Inspired by both these concerns and a parish focus on sharing gifts and talents, Steele decided to put together and host a conference. Open to “anyone having to do with technology in a parish,” the first Parish Life Technology Conference was held on October 14. Its goal? To “talk tech.”
The day-long conference consisted of a keynote by Sean O’Hare along with two breakout sessions featuring five different topics and remarks by Steele and parish pastor Fr. Louis Petruha, OFM Cap. Breakout sessions focused on topics including best practices for parish databases (Amy Mensch), uses for technology in youth ministry and religious education (Steele), leading your organization in technological use (Sr. Geralyn Schmidt), and social media (Melissa Cheek) and included demonstrations of Verbum Catholic software and free downloads of books from Verbum (James Battle).

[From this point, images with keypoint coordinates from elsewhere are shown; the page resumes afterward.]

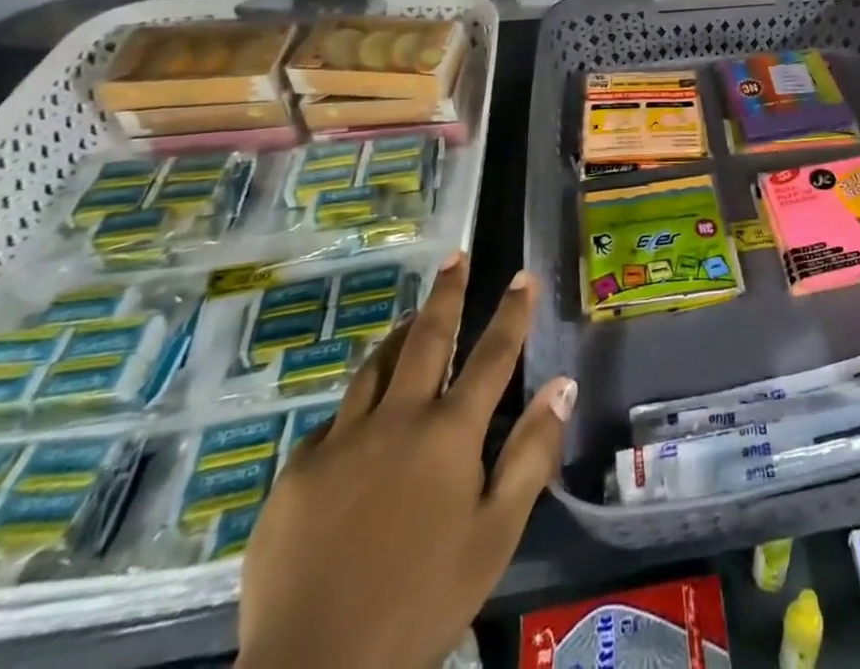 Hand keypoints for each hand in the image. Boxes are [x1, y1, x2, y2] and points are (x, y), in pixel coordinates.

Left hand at [238, 254, 577, 668]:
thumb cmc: (422, 601)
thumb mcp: (495, 535)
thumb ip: (530, 454)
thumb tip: (563, 386)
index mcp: (449, 433)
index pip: (492, 355)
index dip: (511, 312)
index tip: (522, 275)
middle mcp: (397, 420)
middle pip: (426, 339)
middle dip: (446, 295)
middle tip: (454, 257)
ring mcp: (341, 443)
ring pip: (374, 368)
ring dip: (398, 335)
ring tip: (410, 318)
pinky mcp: (296, 475)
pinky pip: (334, 422)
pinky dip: (357, 406)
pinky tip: (359, 418) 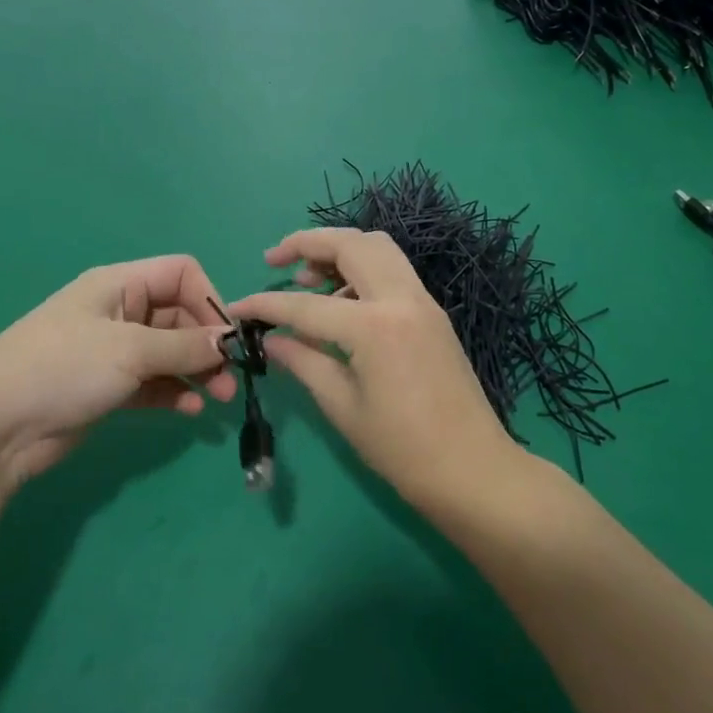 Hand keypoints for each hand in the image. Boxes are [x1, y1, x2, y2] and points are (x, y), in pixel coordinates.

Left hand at [0, 256, 236, 485]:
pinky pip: (153, 382)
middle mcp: (120, 311)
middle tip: (230, 379)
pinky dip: (174, 392)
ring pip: (169, 352)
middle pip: (180, 316)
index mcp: (120, 285)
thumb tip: (230, 340)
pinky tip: (188, 411)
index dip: (209, 300)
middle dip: (207, 344)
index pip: (181, 274)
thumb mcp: (130, 351)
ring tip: (217, 399)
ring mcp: (113, 351)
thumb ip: (185, 346)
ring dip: (196, 371)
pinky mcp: (108, 387)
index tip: (228, 337)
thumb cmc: (63, 368)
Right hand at [230, 228, 522, 511]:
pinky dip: (363, 268)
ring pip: (377, 246)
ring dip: (339, 249)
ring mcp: (422, 300)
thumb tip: (271, 340)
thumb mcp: (343, 408)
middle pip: (350, 243)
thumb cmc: (403, 450)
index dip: (265, 304)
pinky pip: (393, 269)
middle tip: (275, 260)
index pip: (305, 305)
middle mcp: (400, 298)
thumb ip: (303, 362)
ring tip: (308, 279)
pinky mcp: (432, 310)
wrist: (474, 469)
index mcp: (374, 327)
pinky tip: (342, 302)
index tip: (238, 307)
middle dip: (306, 242) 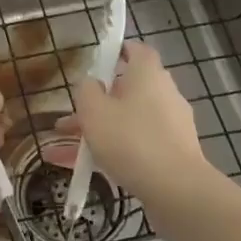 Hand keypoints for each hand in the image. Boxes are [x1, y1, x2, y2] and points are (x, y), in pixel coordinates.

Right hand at [52, 40, 211, 203]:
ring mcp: (172, 126)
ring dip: (99, 132)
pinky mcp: (174, 153)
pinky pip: (137, 145)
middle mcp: (164, 94)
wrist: (176, 190)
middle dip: (97, 104)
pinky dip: (114, 152)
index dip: (118, 52)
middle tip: (70, 118)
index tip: (99, 61)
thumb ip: (86, 90)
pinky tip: (86, 171)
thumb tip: (92, 83)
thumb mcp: (93, 111)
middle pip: (128, 91)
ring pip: (128, 122)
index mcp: (148, 75)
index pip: (137, 50)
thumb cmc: (130, 140)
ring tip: (64, 152) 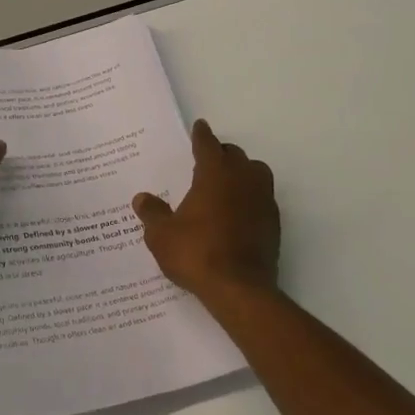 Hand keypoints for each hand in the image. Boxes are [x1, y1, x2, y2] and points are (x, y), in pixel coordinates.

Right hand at [133, 120, 280, 300]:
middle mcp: (243, 178)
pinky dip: (250, 197)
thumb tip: (142, 198)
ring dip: (241, 172)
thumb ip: (152, 213)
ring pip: (255, 172)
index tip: (200, 126)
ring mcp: (263, 200)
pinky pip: (262, 198)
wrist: (239, 288)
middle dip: (221, 154)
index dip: (201, 135)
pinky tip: (237, 211)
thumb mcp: (162, 235)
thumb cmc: (196, 253)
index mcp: (215, 173)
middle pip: (234, 155)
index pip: (208, 145)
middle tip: (206, 160)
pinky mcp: (273, 222)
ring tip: (225, 183) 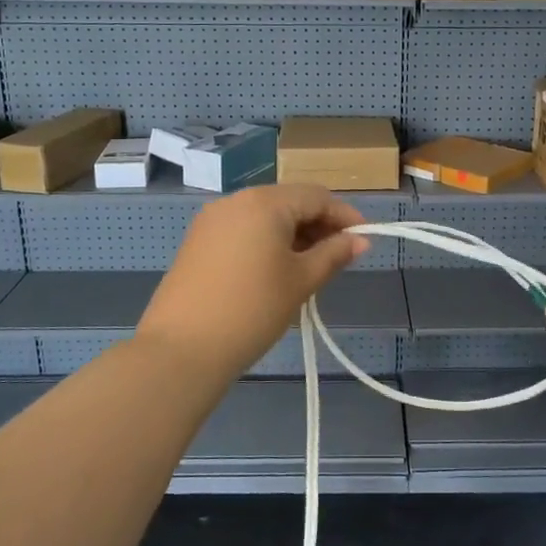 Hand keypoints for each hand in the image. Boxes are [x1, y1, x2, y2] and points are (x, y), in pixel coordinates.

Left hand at [138, 184, 368, 381]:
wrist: (182, 348)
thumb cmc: (253, 310)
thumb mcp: (301, 281)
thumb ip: (333, 254)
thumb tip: (360, 240)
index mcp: (265, 202)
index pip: (316, 196)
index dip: (344, 215)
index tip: (363, 240)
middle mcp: (236, 200)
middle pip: (289, 201)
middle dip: (318, 224)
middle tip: (339, 257)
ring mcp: (212, 219)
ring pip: (264, 215)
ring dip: (292, 233)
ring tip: (310, 267)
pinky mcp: (197, 241)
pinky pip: (243, 229)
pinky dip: (266, 241)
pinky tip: (275, 270) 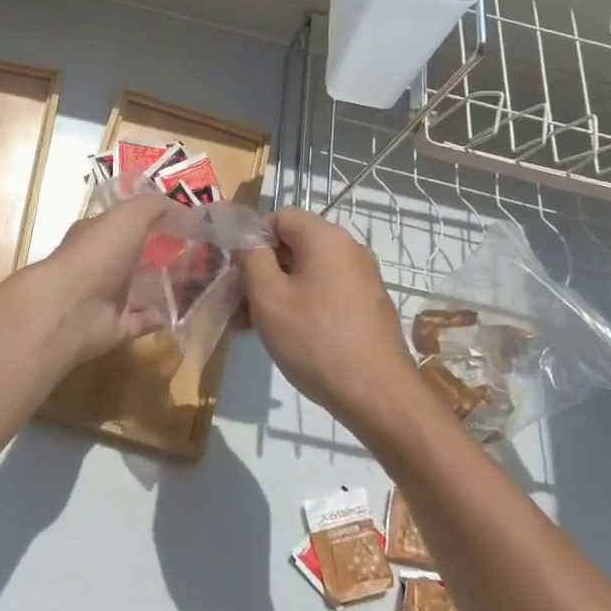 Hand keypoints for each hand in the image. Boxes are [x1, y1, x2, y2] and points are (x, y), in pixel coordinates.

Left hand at [23, 192, 181, 366]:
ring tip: (195, 283)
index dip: (151, 220)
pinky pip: (141, 321)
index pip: (124, 224)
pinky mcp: (115, 327)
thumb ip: (154, 206)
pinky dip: (157, 317)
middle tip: (196, 253)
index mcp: (98, 234)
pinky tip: (179, 311)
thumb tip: (182, 208)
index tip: (184, 221)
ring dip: (161, 287)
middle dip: (160, 255)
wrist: (72, 307)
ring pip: (139, 290)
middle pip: (134, 257)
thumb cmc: (99, 253)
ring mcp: (106, 297)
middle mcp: (100, 264)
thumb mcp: (129, 215)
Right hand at [240, 209, 420, 435]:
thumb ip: (251, 258)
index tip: (234, 270)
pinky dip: (299, 305)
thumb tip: (247, 240)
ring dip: (275, 292)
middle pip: (292, 245)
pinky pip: (324, 292)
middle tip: (236, 303)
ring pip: (306, 273)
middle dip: (259, 270)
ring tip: (250, 326)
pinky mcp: (366, 306)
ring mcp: (361, 278)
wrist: (377, 394)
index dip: (251, 238)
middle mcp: (348, 249)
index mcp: (325, 237)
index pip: (279, 216)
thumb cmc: (315, 339)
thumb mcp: (268, 297)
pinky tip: (281, 336) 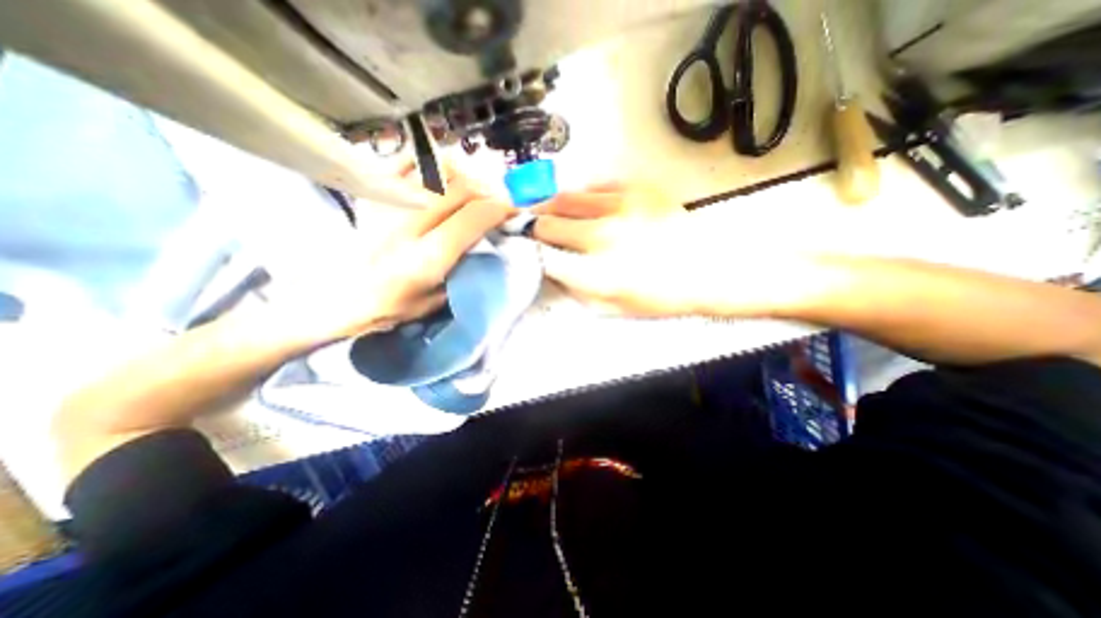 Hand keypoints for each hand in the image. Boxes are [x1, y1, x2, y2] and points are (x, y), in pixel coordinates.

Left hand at [280, 165, 510, 340]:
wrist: (332, 297)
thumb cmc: (388, 307)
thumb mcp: (435, 302)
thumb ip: (463, 271)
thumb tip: (486, 243)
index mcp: (425, 258)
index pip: (473, 217)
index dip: (500, 209)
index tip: (513, 213)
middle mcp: (407, 224)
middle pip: (460, 189)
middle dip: (487, 193)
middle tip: (496, 203)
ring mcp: (387, 203)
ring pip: (437, 171)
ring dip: (465, 178)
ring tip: (474, 192)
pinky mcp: (373, 193)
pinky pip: (408, 163)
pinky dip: (432, 165)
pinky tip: (442, 179)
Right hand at [531, 181, 796, 318]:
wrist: (708, 270)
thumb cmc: (659, 296)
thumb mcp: (613, 308)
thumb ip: (576, 291)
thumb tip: (552, 270)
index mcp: (595, 273)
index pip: (543, 256)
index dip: (529, 252)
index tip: (526, 250)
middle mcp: (602, 237)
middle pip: (548, 223)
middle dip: (535, 227)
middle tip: (532, 228)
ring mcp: (620, 208)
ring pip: (566, 198)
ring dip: (553, 207)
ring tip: (551, 212)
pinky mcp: (636, 190)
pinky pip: (595, 185)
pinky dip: (582, 194)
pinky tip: (584, 204) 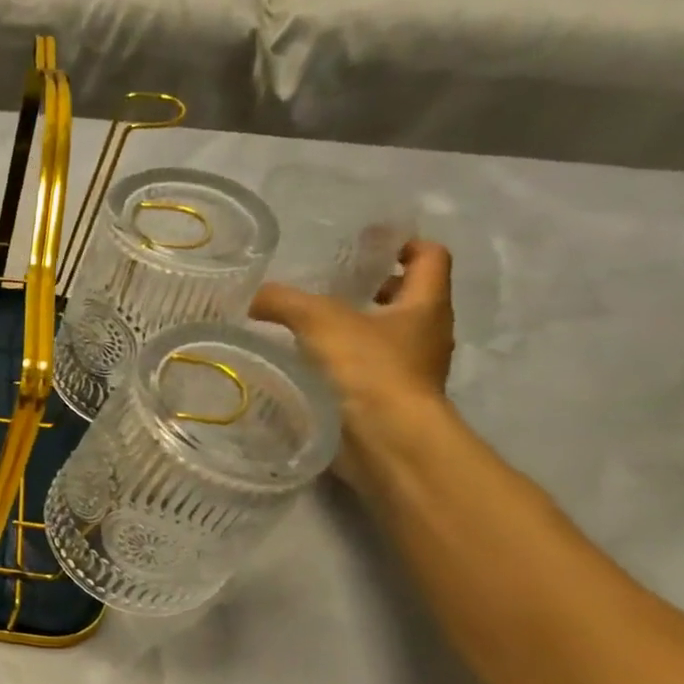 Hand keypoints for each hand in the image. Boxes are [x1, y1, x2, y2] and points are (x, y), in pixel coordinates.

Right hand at [250, 239, 455, 488]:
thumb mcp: (318, 321)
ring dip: (355, 327)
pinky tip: (307, 363)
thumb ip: (282, 302)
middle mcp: (426, 334)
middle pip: (407, 297)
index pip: (430, 257)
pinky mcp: (387, 400)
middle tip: (330, 283)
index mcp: (425, 305)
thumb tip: (253, 297)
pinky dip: (342, 361)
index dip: (403, 243)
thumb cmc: (368, 368)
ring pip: (386, 335)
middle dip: (373, 287)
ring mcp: (411, 370)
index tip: (368, 242)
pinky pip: (367, 368)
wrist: (386, 440)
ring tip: (308, 325) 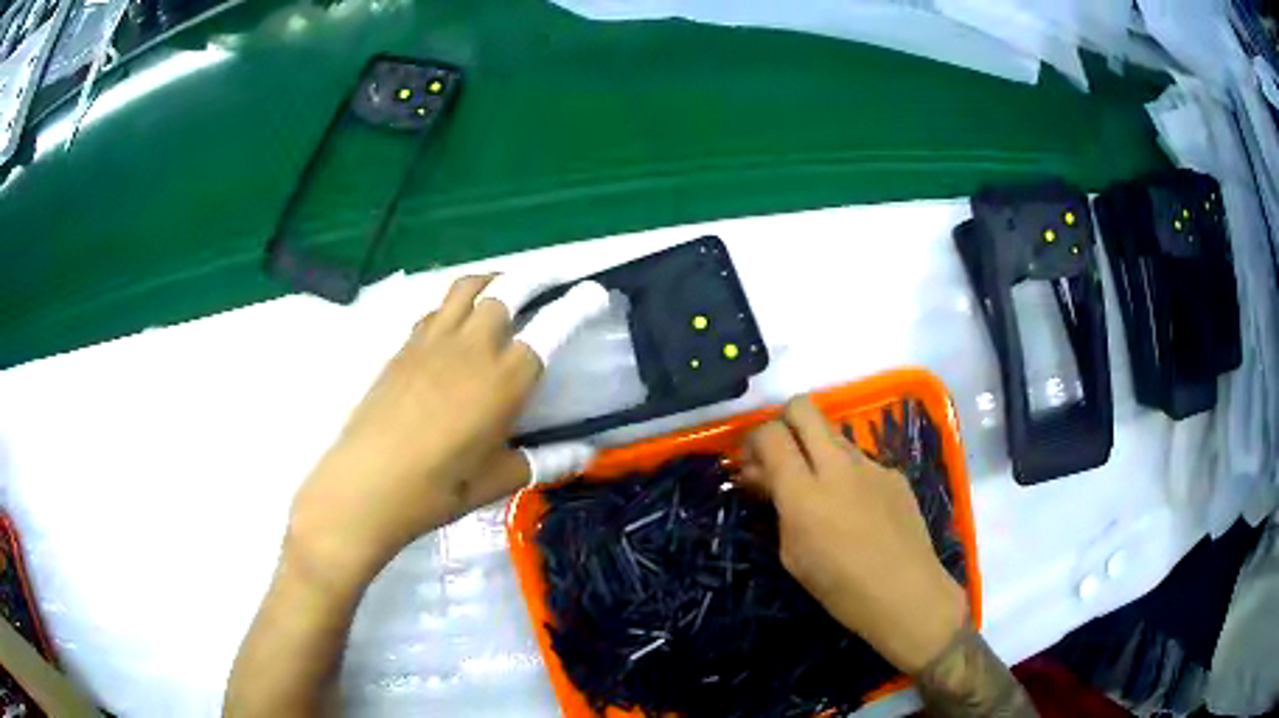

“We wanted to create an environment where our church partners could also share creativity, knowledge, and pull resources together so that they can realize their own goals through the assistance of technology,” wrote Steele in the program.
So why am I telling you about a conference that happened nearly two months ago? Because Steele has no intention of making this a one-time event. Plans are underway for a 2014 conference that is once again, according to Steele, “uniquely Catholic in focus, but open to the public.”
A visit to the Parish Life Technology Conference website makes it clear that Steele sees both technology and collaboration as playing an important role in evangelization, one that he hopes to enhance through future conferences.
His philosophy is simple. “We can’t do it alone.”